Tony Fitzjohn, Fitz as he is known to his friends, fits the bill almost to the point of caricature. He grew up in suburban north London, a tetchy, rebellious foster child disappointed with the greyness of post-war Britain. Then, through a combination of wanderlust and a series of accidental meetings, he found his place on the planet in a raw and remote patch of African bushveld called Kora in Kenya, raising lions with George Adamson of Born Free fame. He worked as Adamson’s assistant from 1970 until 1989, living on a diet of bully beef, fresh vegetables, beer and gin in circumstances that we in the West would regard as somewhat marginal. For Fitzjohn this was nirvana.
The book opens with Fitzjohn’s description of how he was attacked and almost killed by a rogue lion named Shyman.
I have been in the bush with Fitzjohn and a wild lion, and the mutual empathy that was so evident between this man and a grown female by the name of Jipe really was something to behold. His years in the bush have given him a rare and intimate understanding of lion behaviour, so the almost lethal attack by Shyman, which ripped Fitzjohn’s throat open “to create a hole which was large enough to put my fist through”, sets this autobiography up, for it serves as a salutary reminder that the African bushveld is the wild animals’ domain and that we are no more than privileged visitors. This is, to some degree, the author’s subtext through the book.
However, the many significant characters passing through these pages are human – the author himself, the beloved Adamson, who is referred to throughout as the Old Man, his brother Terence, and a parade of people good and bad who are, in fact, determining the future of the wild animals.

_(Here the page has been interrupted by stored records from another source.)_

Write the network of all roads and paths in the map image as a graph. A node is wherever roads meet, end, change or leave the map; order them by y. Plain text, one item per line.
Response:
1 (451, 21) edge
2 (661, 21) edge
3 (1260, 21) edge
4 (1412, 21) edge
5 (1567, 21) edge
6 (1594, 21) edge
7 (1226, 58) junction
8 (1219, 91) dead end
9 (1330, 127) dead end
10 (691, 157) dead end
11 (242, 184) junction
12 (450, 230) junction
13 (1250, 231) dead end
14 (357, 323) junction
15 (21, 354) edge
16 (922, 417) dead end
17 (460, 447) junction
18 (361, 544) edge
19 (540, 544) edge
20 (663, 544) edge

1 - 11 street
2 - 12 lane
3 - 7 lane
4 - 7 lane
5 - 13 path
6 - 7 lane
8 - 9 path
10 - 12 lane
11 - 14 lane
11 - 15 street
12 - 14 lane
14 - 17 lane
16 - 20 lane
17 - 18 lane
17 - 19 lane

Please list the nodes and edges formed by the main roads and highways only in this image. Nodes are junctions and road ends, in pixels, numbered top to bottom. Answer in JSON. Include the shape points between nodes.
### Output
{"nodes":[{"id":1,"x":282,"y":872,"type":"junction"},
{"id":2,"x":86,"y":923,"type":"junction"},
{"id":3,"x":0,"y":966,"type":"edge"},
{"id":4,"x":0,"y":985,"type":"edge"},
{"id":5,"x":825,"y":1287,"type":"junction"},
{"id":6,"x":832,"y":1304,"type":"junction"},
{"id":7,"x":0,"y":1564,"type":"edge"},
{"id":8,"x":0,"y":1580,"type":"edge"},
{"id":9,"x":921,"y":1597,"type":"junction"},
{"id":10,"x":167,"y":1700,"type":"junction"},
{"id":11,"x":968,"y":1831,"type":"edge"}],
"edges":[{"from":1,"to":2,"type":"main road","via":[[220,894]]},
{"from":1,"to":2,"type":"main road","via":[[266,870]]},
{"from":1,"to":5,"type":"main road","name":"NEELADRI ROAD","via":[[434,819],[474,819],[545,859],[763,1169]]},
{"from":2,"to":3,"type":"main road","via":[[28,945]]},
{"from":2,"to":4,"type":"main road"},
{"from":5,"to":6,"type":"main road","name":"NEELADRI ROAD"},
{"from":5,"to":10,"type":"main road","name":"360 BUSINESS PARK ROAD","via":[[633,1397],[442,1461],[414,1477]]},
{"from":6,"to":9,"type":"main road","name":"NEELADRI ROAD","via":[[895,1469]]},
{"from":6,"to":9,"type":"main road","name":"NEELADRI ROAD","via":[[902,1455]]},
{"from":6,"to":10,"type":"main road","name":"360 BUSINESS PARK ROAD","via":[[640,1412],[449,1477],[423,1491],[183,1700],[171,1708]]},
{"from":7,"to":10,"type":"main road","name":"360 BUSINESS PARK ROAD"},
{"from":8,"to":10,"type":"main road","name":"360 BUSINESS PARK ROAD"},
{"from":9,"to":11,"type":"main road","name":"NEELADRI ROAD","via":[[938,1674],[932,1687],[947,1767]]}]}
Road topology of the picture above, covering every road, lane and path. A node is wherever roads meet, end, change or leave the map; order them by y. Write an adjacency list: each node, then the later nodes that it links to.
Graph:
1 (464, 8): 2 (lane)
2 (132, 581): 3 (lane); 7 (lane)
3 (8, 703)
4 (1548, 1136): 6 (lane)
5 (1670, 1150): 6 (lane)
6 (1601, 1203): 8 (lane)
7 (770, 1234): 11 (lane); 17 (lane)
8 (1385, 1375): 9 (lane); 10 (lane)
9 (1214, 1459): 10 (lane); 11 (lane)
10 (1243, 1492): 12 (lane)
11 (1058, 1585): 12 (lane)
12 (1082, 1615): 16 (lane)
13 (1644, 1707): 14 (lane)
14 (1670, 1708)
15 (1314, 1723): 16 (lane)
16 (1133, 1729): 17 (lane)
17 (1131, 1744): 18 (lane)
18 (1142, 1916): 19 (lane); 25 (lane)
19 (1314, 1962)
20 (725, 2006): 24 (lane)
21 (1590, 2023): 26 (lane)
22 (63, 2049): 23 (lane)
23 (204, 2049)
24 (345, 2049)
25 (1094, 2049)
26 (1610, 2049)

There are constant spats with local authorities, corrupt politicians, jealous territorial tribespeople and heavily armed gangs of Somali bandits, most of whom were seeking to chase the mzungus (white men) off the land. By contrast, the passages dealing with the various lions the three men were raising and rehabilitating into the wild are odes to harmony, serenity and understanding.
By the time the Old Man was cut down in a blaze of gunfire by Somali bandits in August 1989, Fitzjohn was already eyeing his next challenge in neighbouring Tanzania and it is here in Mkomazi Game Reserve that he has found his most significant role in African wildlife conservation. Using the experience and the skills he had learned under Adamson at Kora, Fitzjohn has over the past 25 years transformed this once degraded and desolate hunting ground for rich Middle Eastern potentates into a model of modern wildlife management. Mkomazi has now been declared a national park and as such is officially protected from the various human predators who have sought to bring it down.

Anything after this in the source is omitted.